What is expected:
Each line of the listing where the string "points" appears is to be identified and copied.

★ ★ ★ ★ ★ ★ ★

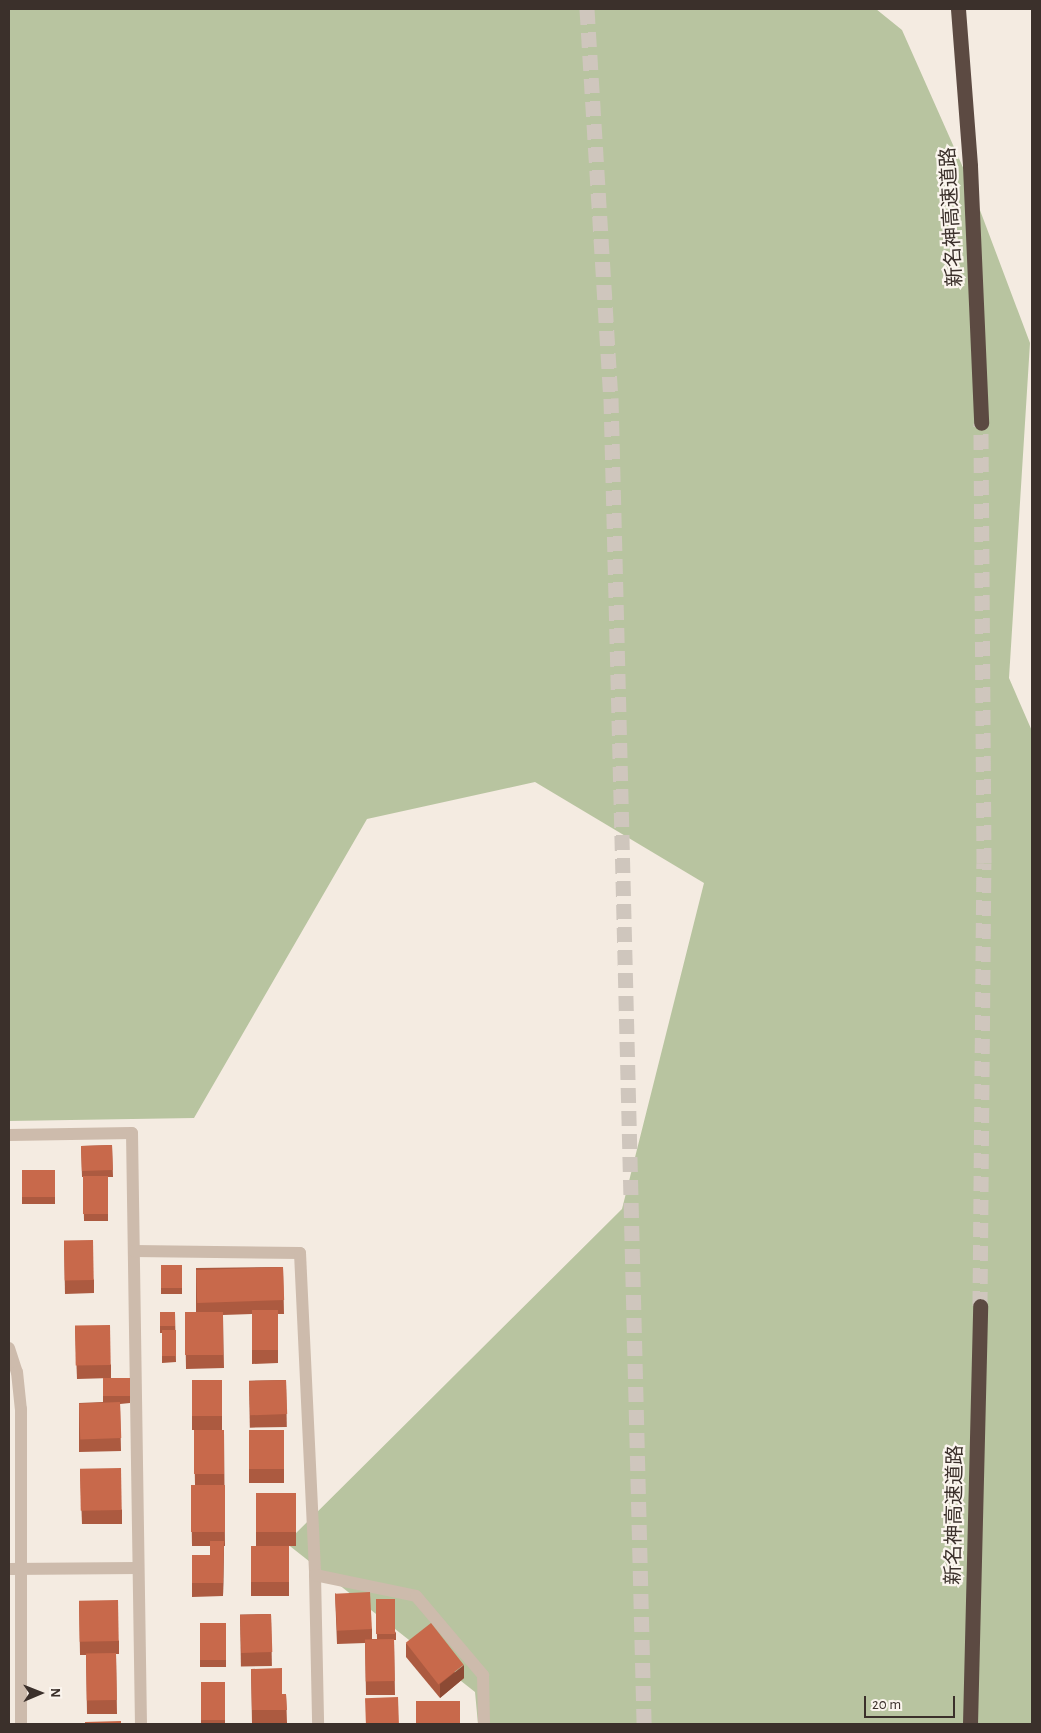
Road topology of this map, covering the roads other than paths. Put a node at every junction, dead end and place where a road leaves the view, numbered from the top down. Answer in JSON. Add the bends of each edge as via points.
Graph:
{"nodes":[{"id":1,"x":958,"y":9,"type":"edge"},
{"id":2,"x":982,"y":423,"type":"tunnel mouth"},
{"id":3,"x":9,"y":1135,"type":"edge"},
{"id":4,"x":134,"y":1251,"type":"junction"},
{"id":5,"x":980,"y":1306,"type":"tunnel mouth"},
{"id":6,"x":9,"y":1348,"type":"edge"},
{"id":7,"x":138,"y":1568,"type":"junction"},
{"id":8,"x":15,"y":1569,"type":"edge"},
{"id":9,"x":315,"y":1575,"type":"junction"},
{"id":10,"x":21,"y":1724,"type":"edge"},
{"id":11,"x":141,"y":1724,"type":"edge"},
{"id":12,"x":318,"y":1724,"type":"edge"},
{"id":13,"x":484,"y":1724,"type":"edge"},
{"id":14,"x":970,"y":1724,"type":"edge"}],
"edges":[{"from":1,"to":2,"type":"highway","name":"新名神高速道路","via":[[970,166]]},
{"from":3,"to":4,"type":"street","via":[[132,1133]]},
{"from":4,"to":7,"type":"street"},
{"from":4,"to":9,"type":"street","via":[[300,1253]]},
{"from":5,"to":14,"type":"highway","name":"新名神高速道路"},
{"from":6,"to":8,"type":"street","via":[[17,1372],[21,1409]]},
{"from":7,"to":8,"type":"street"},
{"from":7,"to":11,"type":"street"},
{"from":8,"to":10,"type":"street"},
{"from":9,"to":12,"type":"street"},
{"from":9,"to":13,"type":"street","via":[[416,1596],[483,1675]]}]}
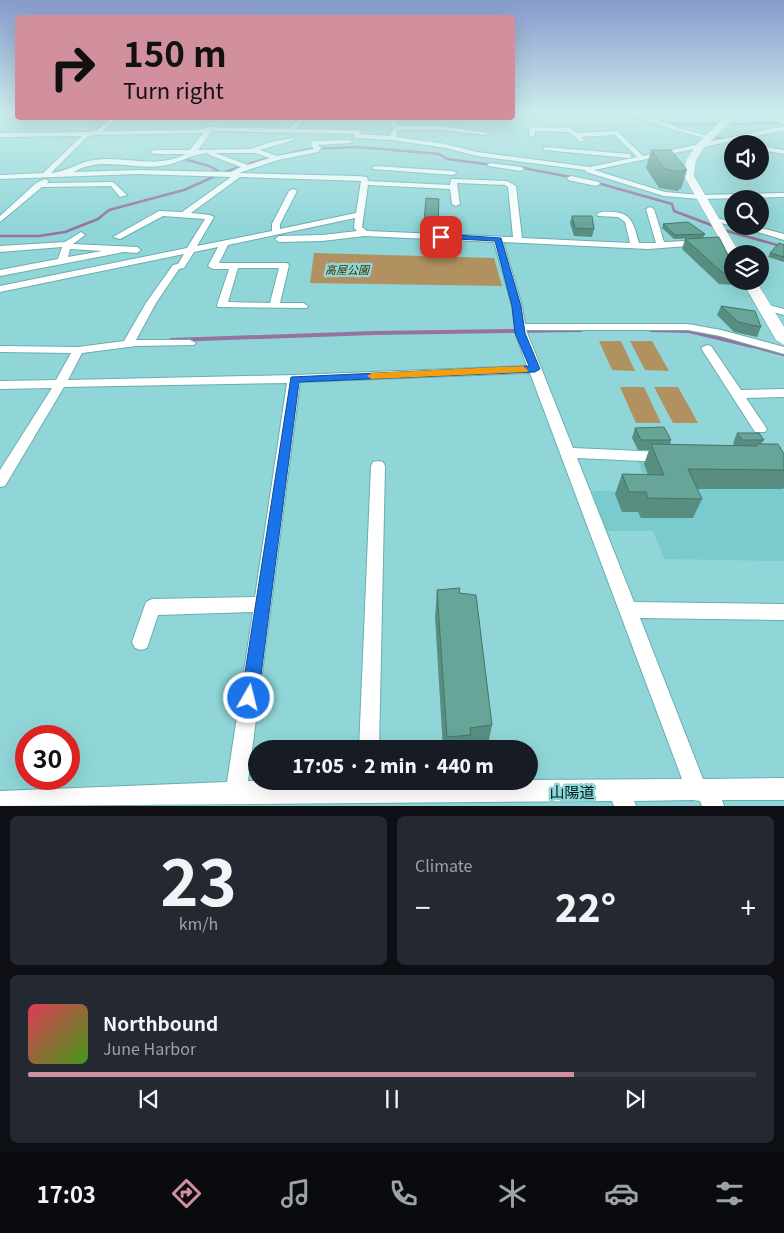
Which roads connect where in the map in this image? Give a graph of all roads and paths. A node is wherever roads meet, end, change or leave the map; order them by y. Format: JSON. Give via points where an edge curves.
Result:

★ ★ ★ ★ ★ ★ ★

Answer:
Road topology of this map, covering the roads other than paths. Put a node at every junction, dead end and place where a road leaves the view, numbered from the top down. Answer in JSON. Add the bends of each edge as via points.
Which roads connect where in the map in this image? Give a graph of all roads and paths. A node is wherever roads meet, end, change or leave the map; order them by y. Format: JSON. Give via points where an edge curves.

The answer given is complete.